▸ Problem to solve:
What is needed is a verbatim copy of the data, minus the pictures.

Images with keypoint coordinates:
□ □ □ □
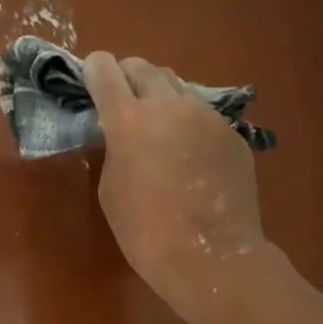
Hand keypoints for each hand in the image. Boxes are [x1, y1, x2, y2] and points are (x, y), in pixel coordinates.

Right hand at [83, 51, 266, 313]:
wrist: (210, 256)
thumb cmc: (145, 230)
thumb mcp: (111, 187)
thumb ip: (114, 148)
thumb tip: (124, 134)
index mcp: (128, 119)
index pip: (105, 70)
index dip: (94, 70)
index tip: (90, 78)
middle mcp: (169, 105)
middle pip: (143, 67)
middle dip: (127, 76)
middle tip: (121, 100)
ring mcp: (206, 116)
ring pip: (177, 87)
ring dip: (159, 97)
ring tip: (157, 125)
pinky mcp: (232, 133)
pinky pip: (203, 115)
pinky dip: (188, 123)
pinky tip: (189, 155)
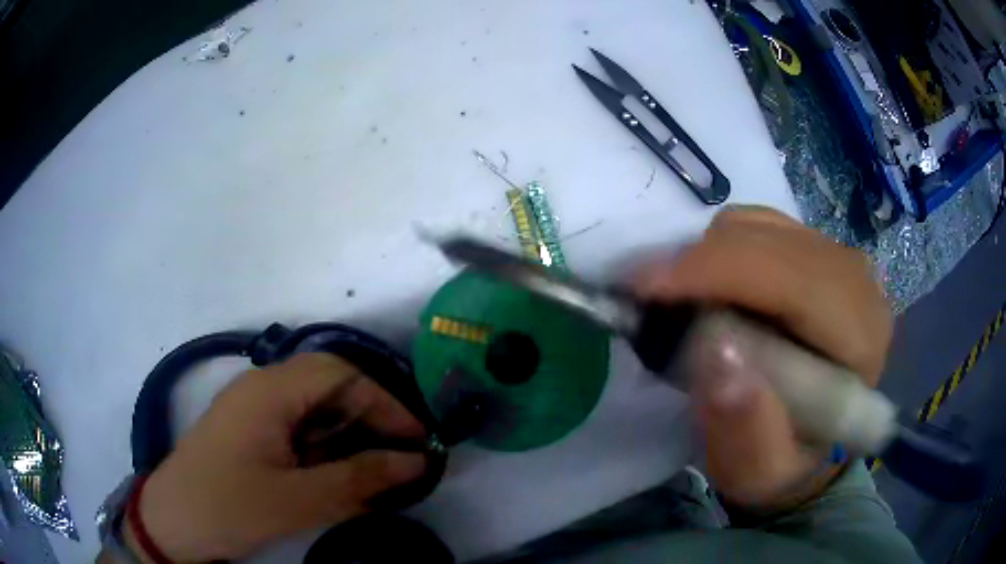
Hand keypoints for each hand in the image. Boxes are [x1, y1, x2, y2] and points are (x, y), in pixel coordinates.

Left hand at [127, 353, 428, 561]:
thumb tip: (415, 462)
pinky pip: (296, 429)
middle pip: (328, 386)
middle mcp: (261, 389)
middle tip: (399, 458)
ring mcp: (252, 410)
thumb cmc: (229, 507)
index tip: (417, 441)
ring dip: (347, 437)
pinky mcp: (249, 433)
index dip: (385, 402)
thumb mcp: (298, 500)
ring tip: (373, 474)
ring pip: (313, 409)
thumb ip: (359, 479)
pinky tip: (335, 479)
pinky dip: (324, 450)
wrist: (173, 523)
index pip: (341, 374)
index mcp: (270, 391)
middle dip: (369, 419)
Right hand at [633, 207, 891, 511]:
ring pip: (760, 226)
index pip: (794, 282)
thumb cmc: (785, 462)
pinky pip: (758, 224)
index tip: (645, 287)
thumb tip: (718, 357)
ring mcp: (838, 258)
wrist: (808, 440)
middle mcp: (857, 286)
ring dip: (708, 257)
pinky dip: (720, 247)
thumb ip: (745, 431)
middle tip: (647, 298)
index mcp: (859, 341)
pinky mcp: (815, 249)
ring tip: (679, 302)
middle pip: (773, 242)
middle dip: (701, 263)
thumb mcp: (759, 472)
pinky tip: (710, 288)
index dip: (719, 273)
□ □ □ □
▸ Expected output:
Hand keypoints for each hand in the image. Boxes are [x1, y1, x2, y2] and points are (x, y), in pixel coordinates.

Right hand at [83, 51, 266, 313]:
wrist: (210, 256)
thumb cmc: (145, 230)
thumb mcp: (111, 187)
thumb ip: (114, 148)
thumb tip: (124, 134)
index mcp: (128, 119)
index pip: (105, 70)
index dip: (94, 70)
index tip: (90, 78)
middle mcp: (169, 105)
middle pip: (143, 67)
middle dip: (127, 76)
middle tip: (121, 100)
ring mcp: (206, 116)
ring pip: (177, 87)
ring dip: (159, 97)
ring tip: (157, 125)
pinky mcp: (232, 133)
pinky pip: (203, 115)
pinky dip: (188, 123)
pinky tip: (189, 155)
Hand keypoints for each hand in the image. Boxes are [x1, y1, x2, y2] and points are (x, y), in pixel coordinates.

Left hand at [127, 353, 428, 561]:
thumb tip: (415, 462)
pinky pip: (296, 429)
middle pip: (328, 386)
middle mcp: (261, 389)
middle tip: (399, 458)
ring mcp: (252, 410)
thumb cmc: (229, 507)
index tip: (417, 441)
ring dip: (347, 437)
pinky mcp: (249, 433)
index dip: (385, 402)
thumb mcp: (298, 500)
ring tip: (373, 474)
ring pip: (313, 409)
thumb ip: (359, 479)
pinky tip: (335, 479)
pinky dip: (324, 450)
wrist: (173, 523)
index pip: (341, 374)
index mcp: (270, 391)
middle dip: (369, 419)
Right hand at [633, 207, 891, 511]:
ring pip: (760, 226)
index pip: (794, 282)
thumb cmc: (785, 462)
pinky pip: (758, 224)
index tip: (645, 287)
thumb tip: (718, 357)
ring mcp: (838, 258)
wrist: (808, 440)
middle mcp: (857, 286)
ring dip: (708, 257)
pinky dip: (720, 247)
thumb ip: (745, 431)
middle tip: (647, 298)
index mcp: (859, 341)
pinky mcp: (815, 249)
ring tip: (679, 302)
middle pip: (773, 242)
middle dip: (701, 263)
thumb mcp: (759, 472)
pinky tip: (710, 288)
index dip: (719, 273)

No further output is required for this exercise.